You're terribly over-complicating this.

Ok I can write ##\frac{y}{a} =1-2sin^2(\omega t) ##, also to ## \frac{x^2}{a^2}\ = sin^2(\omega t) ## and then insert ## sin^2(\omega t) ##
to the equation ##\frac{y}{a} =1-2sin^2(\omega t) ## . would it be correct?
 
quas said:
Ok I can write ##\frac{y}{a} =1-2sin^2(\omega t) ##, also to ## \frac{x^2}{a^2}\ = sin^2(\omega t) ## and then insert ## sin^2(\omega t) ##
to the equation ##\frac{y}{a} =1-2sin^2(\omega t) ## . would it be correct?

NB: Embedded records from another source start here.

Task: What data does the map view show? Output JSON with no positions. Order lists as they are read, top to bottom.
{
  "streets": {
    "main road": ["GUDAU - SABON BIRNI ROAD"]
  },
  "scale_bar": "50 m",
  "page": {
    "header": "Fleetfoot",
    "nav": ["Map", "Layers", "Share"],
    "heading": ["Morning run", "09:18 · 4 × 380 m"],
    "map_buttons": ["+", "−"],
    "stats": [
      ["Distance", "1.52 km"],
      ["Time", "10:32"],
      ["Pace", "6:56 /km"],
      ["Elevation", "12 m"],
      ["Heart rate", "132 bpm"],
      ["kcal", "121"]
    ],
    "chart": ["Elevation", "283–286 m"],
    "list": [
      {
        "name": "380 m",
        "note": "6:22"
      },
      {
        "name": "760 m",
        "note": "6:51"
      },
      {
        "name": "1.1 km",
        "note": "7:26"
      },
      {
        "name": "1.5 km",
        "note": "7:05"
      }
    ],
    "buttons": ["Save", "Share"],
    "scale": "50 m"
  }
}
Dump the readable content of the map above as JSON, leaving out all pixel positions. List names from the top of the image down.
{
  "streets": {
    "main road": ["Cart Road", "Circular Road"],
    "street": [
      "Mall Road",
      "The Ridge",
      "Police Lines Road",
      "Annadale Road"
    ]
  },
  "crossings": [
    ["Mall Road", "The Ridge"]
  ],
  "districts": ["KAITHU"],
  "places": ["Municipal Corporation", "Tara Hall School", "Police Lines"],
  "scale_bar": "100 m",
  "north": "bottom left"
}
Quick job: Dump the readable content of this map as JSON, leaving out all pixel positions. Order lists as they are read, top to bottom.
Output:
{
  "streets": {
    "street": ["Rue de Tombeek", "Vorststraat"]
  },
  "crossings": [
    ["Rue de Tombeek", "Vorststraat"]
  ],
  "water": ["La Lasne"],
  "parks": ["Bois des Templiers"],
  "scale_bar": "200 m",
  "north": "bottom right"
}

You seem to have a mental block about replacing ##\sin(\omega t) ## by ##\frac{x}{a}##.
 
PeroK said:
You seem to have a mental block about replacing ##\sin(\omega t) ## by ##\frac{x}{a}##.
first of all thanks for your help it's not taken for granted
Last try:
in the end I will get : ## \frac{2x^2}{a^2}+ \frac{y}{a}=1 ## then : ## y= - \frac{2}{a}x^2+a ## and that's parabola figure . right ?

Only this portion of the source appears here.